Pada dasarnya, Monash menerapakan konsep pendidikan semi militer bukan untuk memenjarakan disciples dari berbagai bentuk kebebasan, melainkan sebagai upaya dalam rangka mewujudkan generasi emas agar tidak menjadi beban bagi negara. Sebab, beban negara kita sudah terlampau berat, jangan ditambah lagi.

Pemikirannya terhadap para pemuda dan upaya pendidikannya merupakan salah satu wujud kepeduliannya terhadap bangsa. Monash tidak ingin jika generasi bangsa ke depan akan menjadi generasi yang lemah, generasi yang oleh Ibnu Khaldun disebut sebagai generasi penikmat, bahkan pemboros atau perusak.

Monash sering menyampaikan kepada para disciple bahwa mereka harus berjuang dengan sepenuh jiwa layaknya para tentara. Dengan model karakter kedisiplinan yang tinggi, semangat yang berkobar, serta perjuangan yang keras yang dimiliki oleh para tentara, Monash menerapkan itu dalam mengelola rumah perkaderannya dalam rangka membangun peradaban untuk mewujudkan negara maju.

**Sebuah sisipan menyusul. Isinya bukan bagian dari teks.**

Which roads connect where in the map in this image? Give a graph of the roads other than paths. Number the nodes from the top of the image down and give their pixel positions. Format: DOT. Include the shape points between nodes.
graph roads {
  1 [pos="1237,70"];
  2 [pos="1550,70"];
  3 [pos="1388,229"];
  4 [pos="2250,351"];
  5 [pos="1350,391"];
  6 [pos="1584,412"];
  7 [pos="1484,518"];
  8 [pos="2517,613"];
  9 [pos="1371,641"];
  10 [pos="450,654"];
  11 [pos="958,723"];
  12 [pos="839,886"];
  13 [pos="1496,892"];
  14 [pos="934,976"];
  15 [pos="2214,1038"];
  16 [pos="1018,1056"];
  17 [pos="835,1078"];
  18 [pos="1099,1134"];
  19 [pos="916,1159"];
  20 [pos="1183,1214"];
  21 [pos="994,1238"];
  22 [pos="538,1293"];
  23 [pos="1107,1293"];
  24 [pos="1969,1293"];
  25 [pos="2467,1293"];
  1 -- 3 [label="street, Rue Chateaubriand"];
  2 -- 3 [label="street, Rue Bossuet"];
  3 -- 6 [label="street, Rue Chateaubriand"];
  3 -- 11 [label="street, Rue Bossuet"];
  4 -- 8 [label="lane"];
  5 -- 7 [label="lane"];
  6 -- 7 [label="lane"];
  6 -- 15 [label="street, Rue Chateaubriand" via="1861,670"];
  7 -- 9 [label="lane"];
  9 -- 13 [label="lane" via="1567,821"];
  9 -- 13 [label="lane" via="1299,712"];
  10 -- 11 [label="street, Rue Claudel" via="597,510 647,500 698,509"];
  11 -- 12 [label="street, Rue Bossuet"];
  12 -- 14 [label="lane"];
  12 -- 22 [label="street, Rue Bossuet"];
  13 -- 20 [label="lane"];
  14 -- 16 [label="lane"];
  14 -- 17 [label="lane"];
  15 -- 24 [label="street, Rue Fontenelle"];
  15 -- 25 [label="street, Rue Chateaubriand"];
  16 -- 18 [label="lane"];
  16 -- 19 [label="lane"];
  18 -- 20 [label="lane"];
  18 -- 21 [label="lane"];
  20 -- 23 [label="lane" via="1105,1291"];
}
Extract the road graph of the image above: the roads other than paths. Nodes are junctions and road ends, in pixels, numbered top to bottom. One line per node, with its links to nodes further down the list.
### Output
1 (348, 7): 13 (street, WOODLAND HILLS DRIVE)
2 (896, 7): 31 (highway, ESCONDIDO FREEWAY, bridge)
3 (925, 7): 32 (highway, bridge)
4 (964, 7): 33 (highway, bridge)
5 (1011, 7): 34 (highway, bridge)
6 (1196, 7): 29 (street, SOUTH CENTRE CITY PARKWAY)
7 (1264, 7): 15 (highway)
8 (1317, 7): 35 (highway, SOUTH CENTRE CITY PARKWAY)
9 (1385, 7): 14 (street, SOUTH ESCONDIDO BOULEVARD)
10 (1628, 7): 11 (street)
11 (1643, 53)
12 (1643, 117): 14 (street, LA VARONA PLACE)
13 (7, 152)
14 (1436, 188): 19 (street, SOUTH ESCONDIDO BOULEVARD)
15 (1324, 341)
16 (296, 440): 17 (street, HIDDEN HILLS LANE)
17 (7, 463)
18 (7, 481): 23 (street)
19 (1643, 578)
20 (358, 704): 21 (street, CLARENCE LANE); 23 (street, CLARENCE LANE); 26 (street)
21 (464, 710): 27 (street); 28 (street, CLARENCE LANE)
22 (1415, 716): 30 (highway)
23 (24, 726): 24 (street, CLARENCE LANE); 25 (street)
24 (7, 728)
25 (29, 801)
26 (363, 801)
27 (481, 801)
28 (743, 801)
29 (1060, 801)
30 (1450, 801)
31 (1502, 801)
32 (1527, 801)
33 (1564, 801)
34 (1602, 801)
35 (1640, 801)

Monash juga tidak hanya menamakan anak didiknya dengan panggilan santri seperti yang telah ada di lingkungan pesantren, tetapi ia menamakan mereka dengan sebutan “Disciples” sebagai bentuk semangat dan cambuk agar anak didiknya selalu disiplin dan tidak membuang-buang waktu begitu saja sebagaimana para tentara. Sebab, Monash tahu bahwa kedisiplinan tentara akan berguna kepada kehidupan dan tugasnya untuk membawa keselamatan diri, keluarga, dan bangsa.

Monash selalu berusaha mendidik disciples dengan tegas dan keras. Nasih berdalih agar disciples berpikir rasional dan berubah menjadi lebih baik, karena masa muda adalah masa di mana kaum muda masih bisa dirubah pemikiran dan karakternya. Nasih tidak akan membiarkan disciples menjadi generasi yang terlena oleh kenikmatan akan kebodohan, juga oleh kesenangan semu yang menipu. Ketika memarahai disciples, ia berharap hal tersebut dapat membangun kesadaran untuk meningkatkan kualitas diri disciples, bukan sebaliknya untuk melemahkan mental mereka.

Doktor Ilmu Politik itu juga menekankan agar para disciple mengoptimalkan kemampuan mereka dalam berbagai aspek. Dalam kajian rutinnya, Nasih pernah berpesan: “Milikilah kompetensi yang tinggi, sehingga tidak ada teman kalian yang sama dengan kalian!” Perkataan tersebut dimaksudkan agar disciples meningkatkan semangat dalam mengasah kemampuan dalam berbagai aspek dengan usaha sekuat tenaga dan mental baja.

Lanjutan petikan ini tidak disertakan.